:: Source information

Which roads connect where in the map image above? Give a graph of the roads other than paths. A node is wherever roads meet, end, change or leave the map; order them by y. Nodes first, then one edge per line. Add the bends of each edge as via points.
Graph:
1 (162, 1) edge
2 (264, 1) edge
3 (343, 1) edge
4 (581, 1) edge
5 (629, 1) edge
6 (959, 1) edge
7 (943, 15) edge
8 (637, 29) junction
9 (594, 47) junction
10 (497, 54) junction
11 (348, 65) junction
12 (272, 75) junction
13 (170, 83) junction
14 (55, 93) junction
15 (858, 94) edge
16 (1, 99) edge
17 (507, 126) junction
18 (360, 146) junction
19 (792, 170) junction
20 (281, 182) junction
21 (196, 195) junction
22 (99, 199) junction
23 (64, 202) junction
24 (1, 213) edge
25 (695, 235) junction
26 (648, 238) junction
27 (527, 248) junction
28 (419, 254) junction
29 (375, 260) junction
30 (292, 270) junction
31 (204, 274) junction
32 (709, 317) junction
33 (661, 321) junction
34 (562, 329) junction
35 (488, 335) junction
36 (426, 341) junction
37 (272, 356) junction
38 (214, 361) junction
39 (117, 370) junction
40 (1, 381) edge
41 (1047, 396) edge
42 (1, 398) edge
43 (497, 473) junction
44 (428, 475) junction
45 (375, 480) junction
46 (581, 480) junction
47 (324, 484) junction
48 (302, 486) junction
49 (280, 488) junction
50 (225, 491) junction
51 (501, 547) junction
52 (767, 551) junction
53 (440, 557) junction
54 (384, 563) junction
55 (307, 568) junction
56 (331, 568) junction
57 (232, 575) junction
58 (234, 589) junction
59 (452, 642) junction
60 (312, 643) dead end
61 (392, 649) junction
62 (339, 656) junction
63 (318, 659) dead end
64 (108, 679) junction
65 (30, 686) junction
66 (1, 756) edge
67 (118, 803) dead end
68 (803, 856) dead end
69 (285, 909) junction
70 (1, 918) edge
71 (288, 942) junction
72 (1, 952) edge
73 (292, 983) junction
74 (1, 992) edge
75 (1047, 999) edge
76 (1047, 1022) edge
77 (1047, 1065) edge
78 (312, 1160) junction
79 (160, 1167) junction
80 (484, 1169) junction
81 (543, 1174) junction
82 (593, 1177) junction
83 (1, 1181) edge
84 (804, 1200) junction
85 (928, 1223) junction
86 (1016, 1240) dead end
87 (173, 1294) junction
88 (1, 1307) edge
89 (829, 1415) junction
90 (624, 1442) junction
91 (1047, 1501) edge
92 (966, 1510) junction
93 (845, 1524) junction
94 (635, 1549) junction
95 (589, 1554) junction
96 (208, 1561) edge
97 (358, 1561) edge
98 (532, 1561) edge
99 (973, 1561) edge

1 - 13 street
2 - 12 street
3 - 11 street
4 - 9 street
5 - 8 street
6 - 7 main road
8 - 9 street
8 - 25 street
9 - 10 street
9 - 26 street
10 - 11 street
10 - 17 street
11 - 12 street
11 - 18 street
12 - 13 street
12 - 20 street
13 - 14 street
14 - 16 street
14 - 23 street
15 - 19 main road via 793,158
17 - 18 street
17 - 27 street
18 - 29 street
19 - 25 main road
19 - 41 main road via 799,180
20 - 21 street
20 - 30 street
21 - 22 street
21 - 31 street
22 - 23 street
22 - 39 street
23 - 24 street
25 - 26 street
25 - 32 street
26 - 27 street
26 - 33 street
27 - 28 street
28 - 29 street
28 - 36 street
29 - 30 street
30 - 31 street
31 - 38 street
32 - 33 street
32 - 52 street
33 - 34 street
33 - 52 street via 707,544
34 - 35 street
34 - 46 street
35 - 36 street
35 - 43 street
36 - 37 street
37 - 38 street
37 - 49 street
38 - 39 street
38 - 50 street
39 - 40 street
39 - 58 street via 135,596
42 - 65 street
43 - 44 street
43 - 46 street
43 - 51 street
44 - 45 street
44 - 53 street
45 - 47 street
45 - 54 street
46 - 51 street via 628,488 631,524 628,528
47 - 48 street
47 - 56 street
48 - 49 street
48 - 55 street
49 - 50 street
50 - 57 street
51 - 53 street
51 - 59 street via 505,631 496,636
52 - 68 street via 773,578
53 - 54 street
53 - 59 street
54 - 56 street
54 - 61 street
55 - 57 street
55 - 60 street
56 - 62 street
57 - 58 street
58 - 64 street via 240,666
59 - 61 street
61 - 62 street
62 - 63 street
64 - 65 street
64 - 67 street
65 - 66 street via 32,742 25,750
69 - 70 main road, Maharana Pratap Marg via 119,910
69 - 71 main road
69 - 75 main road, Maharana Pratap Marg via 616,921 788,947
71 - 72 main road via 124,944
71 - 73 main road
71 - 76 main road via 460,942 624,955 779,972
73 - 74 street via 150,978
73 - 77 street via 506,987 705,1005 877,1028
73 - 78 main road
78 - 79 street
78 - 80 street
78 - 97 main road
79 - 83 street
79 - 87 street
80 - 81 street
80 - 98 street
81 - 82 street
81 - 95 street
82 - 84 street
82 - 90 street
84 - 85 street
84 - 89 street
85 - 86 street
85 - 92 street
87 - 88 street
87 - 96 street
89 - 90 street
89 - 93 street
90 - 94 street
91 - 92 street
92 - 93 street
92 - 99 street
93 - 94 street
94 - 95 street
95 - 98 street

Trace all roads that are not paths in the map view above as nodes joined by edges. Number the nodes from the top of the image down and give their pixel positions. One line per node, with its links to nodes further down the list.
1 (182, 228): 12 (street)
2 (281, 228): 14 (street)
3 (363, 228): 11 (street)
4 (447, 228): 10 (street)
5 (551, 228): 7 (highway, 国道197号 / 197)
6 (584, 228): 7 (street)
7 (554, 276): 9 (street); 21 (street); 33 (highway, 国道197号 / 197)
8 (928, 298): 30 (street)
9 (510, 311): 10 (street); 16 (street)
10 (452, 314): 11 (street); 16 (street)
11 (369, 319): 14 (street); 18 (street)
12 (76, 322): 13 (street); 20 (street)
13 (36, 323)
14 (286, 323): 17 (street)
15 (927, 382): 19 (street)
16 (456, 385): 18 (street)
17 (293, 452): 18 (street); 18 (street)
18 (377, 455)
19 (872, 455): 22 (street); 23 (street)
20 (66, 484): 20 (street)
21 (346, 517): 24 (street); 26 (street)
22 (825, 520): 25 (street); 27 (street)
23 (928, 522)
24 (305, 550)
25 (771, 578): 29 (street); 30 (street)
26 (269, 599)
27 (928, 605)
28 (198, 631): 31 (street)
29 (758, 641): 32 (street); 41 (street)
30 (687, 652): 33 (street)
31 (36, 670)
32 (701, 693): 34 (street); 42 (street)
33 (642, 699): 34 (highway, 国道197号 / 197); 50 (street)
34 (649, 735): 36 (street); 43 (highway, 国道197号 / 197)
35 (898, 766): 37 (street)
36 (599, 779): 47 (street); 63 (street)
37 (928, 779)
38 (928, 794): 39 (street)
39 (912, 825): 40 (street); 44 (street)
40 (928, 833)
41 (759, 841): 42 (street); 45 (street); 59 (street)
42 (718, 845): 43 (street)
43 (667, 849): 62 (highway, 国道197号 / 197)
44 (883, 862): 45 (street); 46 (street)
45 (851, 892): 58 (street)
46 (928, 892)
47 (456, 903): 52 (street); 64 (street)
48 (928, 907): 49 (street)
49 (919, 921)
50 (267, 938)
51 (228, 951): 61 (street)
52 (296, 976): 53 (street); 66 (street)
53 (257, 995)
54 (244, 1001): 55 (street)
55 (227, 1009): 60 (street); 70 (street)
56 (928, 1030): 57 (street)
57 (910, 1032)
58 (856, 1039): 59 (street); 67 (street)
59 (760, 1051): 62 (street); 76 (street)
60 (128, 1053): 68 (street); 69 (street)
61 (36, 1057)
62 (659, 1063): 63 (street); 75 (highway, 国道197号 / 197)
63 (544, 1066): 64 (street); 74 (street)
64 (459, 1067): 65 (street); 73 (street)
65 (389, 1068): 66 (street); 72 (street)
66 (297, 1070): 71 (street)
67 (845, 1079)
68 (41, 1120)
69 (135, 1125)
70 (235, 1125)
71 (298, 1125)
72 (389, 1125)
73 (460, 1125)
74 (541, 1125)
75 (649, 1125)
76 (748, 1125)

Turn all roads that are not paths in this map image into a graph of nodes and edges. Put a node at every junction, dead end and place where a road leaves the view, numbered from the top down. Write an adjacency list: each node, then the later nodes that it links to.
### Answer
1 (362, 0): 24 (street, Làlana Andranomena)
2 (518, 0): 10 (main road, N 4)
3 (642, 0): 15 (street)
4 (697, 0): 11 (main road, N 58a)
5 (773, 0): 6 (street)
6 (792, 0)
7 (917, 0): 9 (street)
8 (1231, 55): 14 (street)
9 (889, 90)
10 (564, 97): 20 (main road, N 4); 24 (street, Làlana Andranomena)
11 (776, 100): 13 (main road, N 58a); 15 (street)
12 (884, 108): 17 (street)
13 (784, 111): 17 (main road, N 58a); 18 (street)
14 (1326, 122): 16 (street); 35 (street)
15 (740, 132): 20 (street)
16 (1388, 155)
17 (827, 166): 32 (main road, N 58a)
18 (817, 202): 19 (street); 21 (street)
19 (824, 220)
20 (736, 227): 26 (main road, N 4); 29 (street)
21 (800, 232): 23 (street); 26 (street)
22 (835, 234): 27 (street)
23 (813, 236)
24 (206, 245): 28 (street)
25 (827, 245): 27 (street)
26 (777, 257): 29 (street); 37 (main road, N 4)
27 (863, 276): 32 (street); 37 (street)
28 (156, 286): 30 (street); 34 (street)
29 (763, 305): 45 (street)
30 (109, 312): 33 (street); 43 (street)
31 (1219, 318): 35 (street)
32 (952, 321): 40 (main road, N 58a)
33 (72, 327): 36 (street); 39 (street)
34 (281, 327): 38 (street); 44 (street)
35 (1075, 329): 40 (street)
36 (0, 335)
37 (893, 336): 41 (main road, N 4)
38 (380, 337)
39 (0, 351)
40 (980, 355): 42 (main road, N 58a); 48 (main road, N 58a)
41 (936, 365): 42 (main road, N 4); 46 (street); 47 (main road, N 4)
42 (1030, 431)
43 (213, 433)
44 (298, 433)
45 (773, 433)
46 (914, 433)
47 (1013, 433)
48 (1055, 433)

::::

Work item =
Which of the lines in the material above contain "Marg"? Copy each one out.

Answer for the task =
69 - 70 main road, Maharana Pratap Marg via 119,910
69 - 75 main road, Maharana Pratap Marg via 616,921 788,947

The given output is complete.